An energy and area-efficient spike frequency adaptable LIF neuron for spiking neural networks

Abstract

As Moore's law approaches its limit, conventional computing methods face energy efficiency challenges, prompting the exploration of alternative information processing methods like spiking neural networks (SNNs). Neurons, the fundamental unit of the nervous system, are crucial for efficiently implementing SNNs in hardware, requiring energy and area-efficient design.

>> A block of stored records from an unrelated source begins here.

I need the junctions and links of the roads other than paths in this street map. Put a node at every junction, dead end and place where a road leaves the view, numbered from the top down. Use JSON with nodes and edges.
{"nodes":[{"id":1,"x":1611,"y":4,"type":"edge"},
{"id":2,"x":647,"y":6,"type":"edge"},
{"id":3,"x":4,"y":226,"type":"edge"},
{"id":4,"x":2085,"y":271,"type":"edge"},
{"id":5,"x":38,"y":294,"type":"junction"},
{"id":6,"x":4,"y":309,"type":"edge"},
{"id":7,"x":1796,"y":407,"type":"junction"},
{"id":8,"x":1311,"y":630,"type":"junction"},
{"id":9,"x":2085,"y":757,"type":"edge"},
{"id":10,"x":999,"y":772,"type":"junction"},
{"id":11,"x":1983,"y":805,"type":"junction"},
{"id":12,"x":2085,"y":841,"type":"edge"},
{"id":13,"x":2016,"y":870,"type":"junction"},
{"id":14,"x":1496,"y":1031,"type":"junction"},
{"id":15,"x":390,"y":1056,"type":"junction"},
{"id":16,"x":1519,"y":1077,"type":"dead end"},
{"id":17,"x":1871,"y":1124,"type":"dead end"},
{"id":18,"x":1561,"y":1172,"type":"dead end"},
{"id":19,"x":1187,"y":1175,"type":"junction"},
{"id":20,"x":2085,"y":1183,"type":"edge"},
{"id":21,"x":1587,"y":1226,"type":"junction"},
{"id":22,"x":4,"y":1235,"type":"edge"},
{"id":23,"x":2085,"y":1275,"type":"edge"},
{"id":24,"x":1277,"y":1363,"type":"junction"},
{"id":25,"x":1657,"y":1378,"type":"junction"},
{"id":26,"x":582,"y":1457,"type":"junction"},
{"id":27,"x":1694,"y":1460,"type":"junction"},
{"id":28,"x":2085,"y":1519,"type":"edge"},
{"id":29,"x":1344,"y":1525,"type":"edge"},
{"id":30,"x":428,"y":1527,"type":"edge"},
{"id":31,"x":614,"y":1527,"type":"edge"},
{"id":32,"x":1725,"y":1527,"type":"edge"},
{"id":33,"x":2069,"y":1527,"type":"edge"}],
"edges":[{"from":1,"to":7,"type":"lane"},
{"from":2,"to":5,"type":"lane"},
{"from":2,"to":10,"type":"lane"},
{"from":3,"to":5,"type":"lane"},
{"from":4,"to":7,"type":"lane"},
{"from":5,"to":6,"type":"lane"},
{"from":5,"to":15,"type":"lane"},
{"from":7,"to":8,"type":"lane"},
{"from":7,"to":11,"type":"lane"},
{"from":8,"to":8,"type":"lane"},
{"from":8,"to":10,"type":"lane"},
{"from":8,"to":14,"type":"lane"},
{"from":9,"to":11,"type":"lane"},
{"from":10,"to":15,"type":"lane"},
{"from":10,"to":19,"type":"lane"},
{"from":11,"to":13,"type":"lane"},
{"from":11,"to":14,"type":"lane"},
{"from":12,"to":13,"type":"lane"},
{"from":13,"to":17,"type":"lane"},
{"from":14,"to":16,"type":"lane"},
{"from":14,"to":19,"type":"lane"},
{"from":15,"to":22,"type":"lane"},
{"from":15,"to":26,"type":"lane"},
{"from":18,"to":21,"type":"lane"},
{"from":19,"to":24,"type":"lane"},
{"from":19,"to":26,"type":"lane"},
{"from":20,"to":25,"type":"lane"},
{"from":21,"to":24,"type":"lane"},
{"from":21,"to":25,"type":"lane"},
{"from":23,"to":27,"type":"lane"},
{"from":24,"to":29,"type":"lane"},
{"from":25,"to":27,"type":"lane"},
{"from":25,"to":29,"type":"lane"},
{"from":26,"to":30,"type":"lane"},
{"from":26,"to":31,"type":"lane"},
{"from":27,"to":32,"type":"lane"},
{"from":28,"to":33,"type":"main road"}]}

This paper presents novel circuit designs for the leaky integrate-and-fire (LIF) neuron model at 7 nm FinFET technology, including 8T FinFET LIF Neuron 1, 7T FinFET LIF Neuron 2, 7T FinFET LIF Neuron 3 and 6T FinFET LIF Neuron 4. In the proposed configurations of LIF neuron, the energy per spike is reduced by 95.80 %, 95.89 %, 95.89 %, 96.76 %, and 96.65 % in the 8T FinFET LIF neuron 1 (case 1), 8T FinFET LIF neuron 1 (case 2), 7T FinFET LIF Neuron 2, 7T FinFET LIF Neuron 3, and 6T FinFET LIF Neuron 4, respectively, compared to the lowest energy per spike reported in the literature, with the minimum known energy per spike being 0.67 fJ. The proposed FinFET neurons offer attractive hardware acceleration (spiking frequency in the MHz range), minimal energy per spike (fJ range), simplicity, and area efficiency, making them more biologically plausible due to their adaptable spiking frequency.